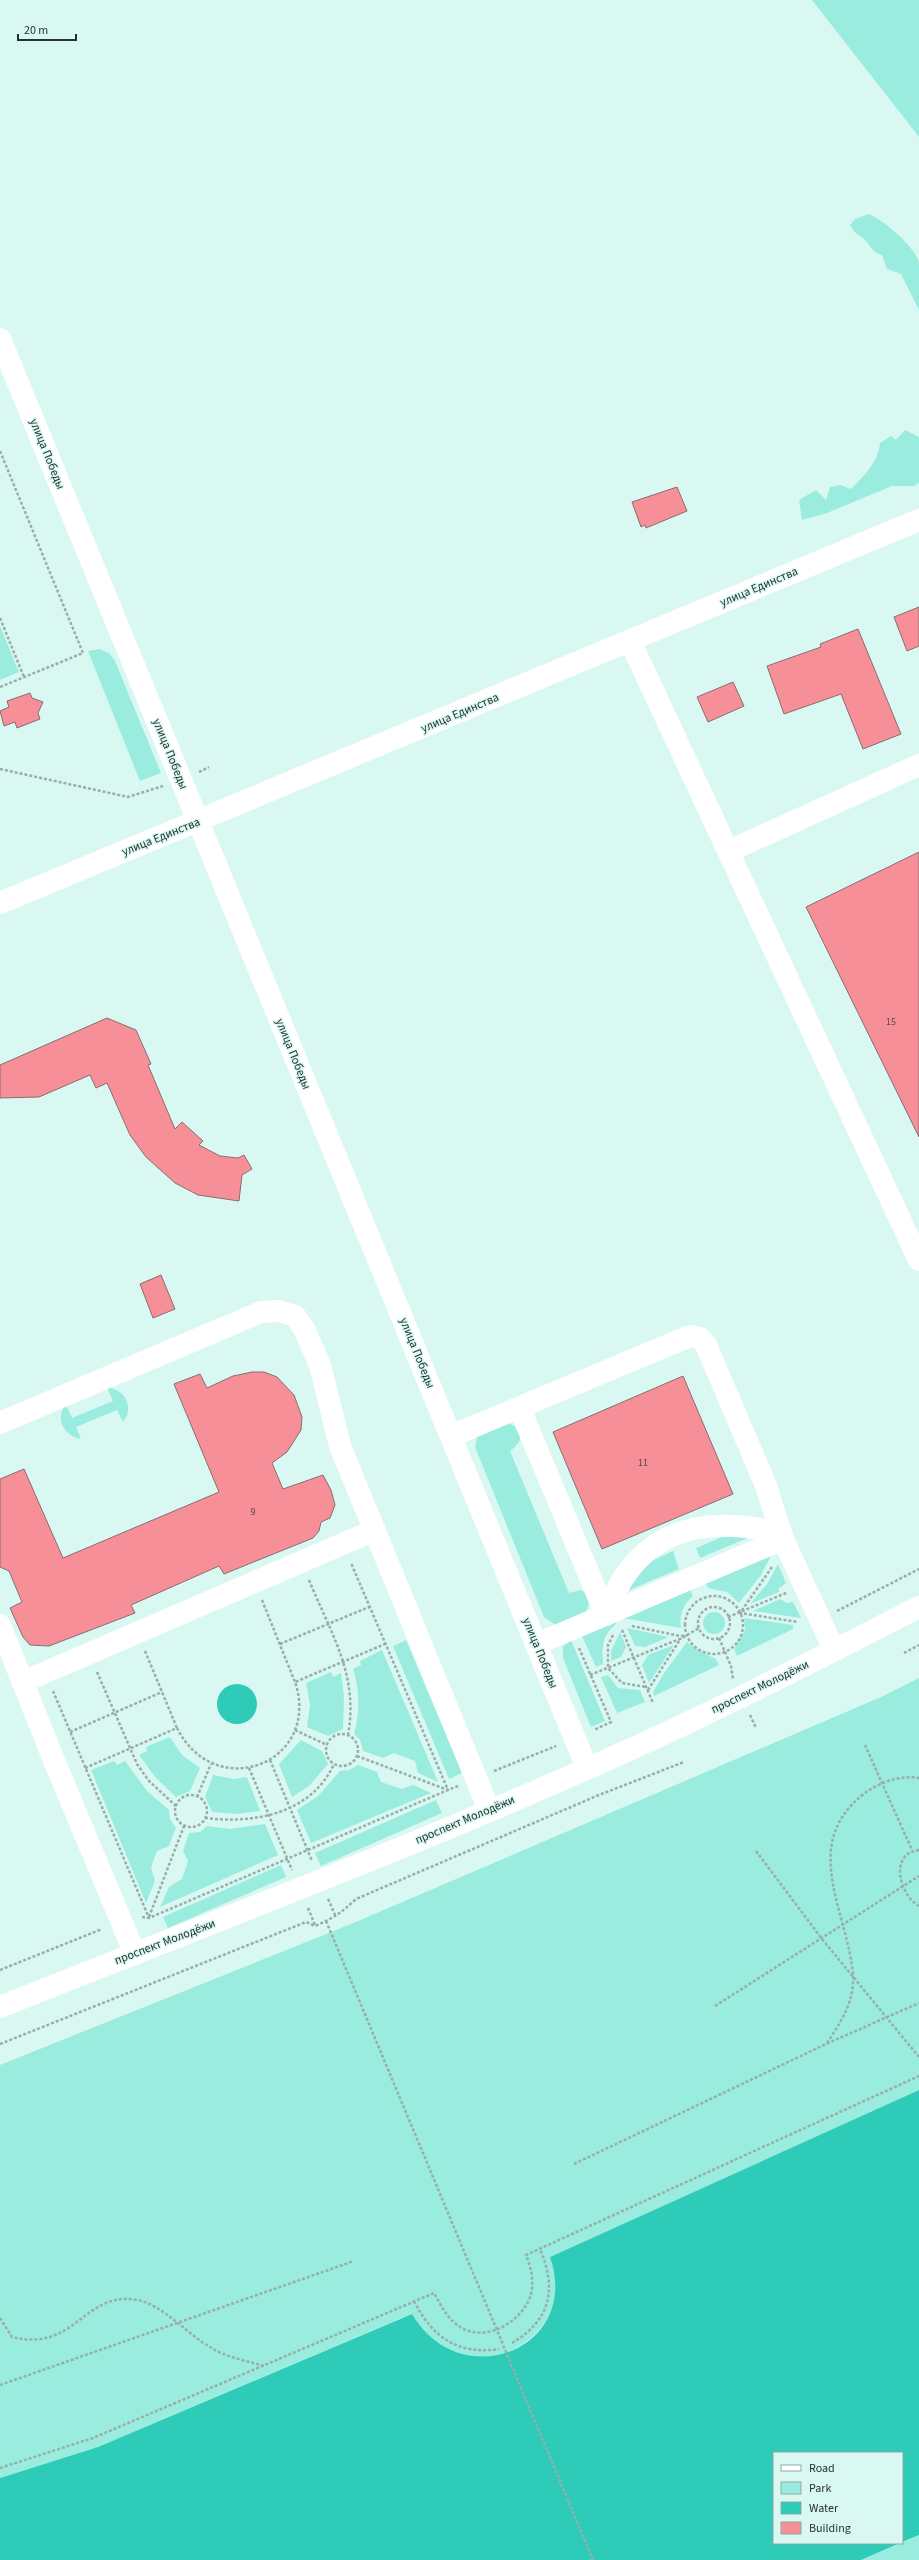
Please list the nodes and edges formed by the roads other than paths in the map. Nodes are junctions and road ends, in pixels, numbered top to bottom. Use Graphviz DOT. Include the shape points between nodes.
graph roads {
  1 [pos="0,339"];
  2 [pos="919,520"];
  3 [pos="630,641"];
  4 [pos="919,765"];
  5 [pos="198,822"];
  6 [pos="729,851"];
  7 [pos="0,904"];
  8 [pos="919,1260"];
  9 [pos="520,1409"];
  10 [pos="0,1423"];
  11 [pos="451,1436"];
  12 [pos="375,1530"];
  13 [pos="782,1539"];
  14 [pos="919,1607"];
  15 [pos="613,1621"];
  16 [pos="0,1625"];
  17 [pos="537,1644"];
  18 [pos="834,1650"];
  19 [pos="23,1682"];
  20 [pos="587,1768"];
  21 [pos="489,1810"];
  22 [pos="135,1954"];
  23 [pos="0,2007"];
  1 -- 5 [label="street, улица Победы"];
  2 -- 3 [label="street, улица Единства"];
  3 -- 5 [label="street, улица Единства"];
  3 -- 6 [label="street"];
  4 -- 6 [label="street"];
  5 -- 7 [label="street, улица Единства"];
  5 -- 11 [label="street, улица Победы"];
  6 -- 8 [label="street"];
  9 -- 11 [label="street"];
  9 -- 13 [label="street" via="690,1336 700,1338 706,1345 765,1484"];
  9 -- 15 [label="street"];
  10 -- 12 [label="street" via="261,1312 279,1311 295,1316 308,1336 320,1365 340,1446"];
  11 -- 17 [label="street, улица Победы"];
  12 -- 19 [label="street"];
  12 -- 21 [label="street"];
  13 -- 15 [label="street"];
  13 -- 15 [label="street" via="773,1532 757,1528 719,1525 689,1531 659,1542 645,1551 621,1578"];
  13 -- 18 [label="street"];
  14 -- 18 [label="street, проспект Молодёжи"];
  15 -- 17 [label="street"];
  16 -- 19 [label="street"];
  17 -- 20 [label="street, улица Победы"];
  18 -- 20 [label="street, проспект Молодёжи" via="674,1729"];
  19 -- 22 [label="street"];
  20 -- 21 [label="street, проспект Молодёжи"];
  21 -- 22 [label="street, проспект Молодёжи" via="300,1890"];
  22 -- 23 [label="street, проспект Молодёжи"];
}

> [Required action] All lines that contain the word "улица" should be copied from the listing.

> [Exercise response]
  1 -- 5 [label="street, улица Победы"];
  2 -- 3 [label="street, улица Единства"];
  3 -- 5 [label="street, улица Единства"];
  5 -- 7 [label="street, улица Единства"];
  5 -- 11 [label="street, улица Победы"];
  11 -- 17 [label="street, улица Победы"];
  17 -- 20 [label="street, улица Победы"];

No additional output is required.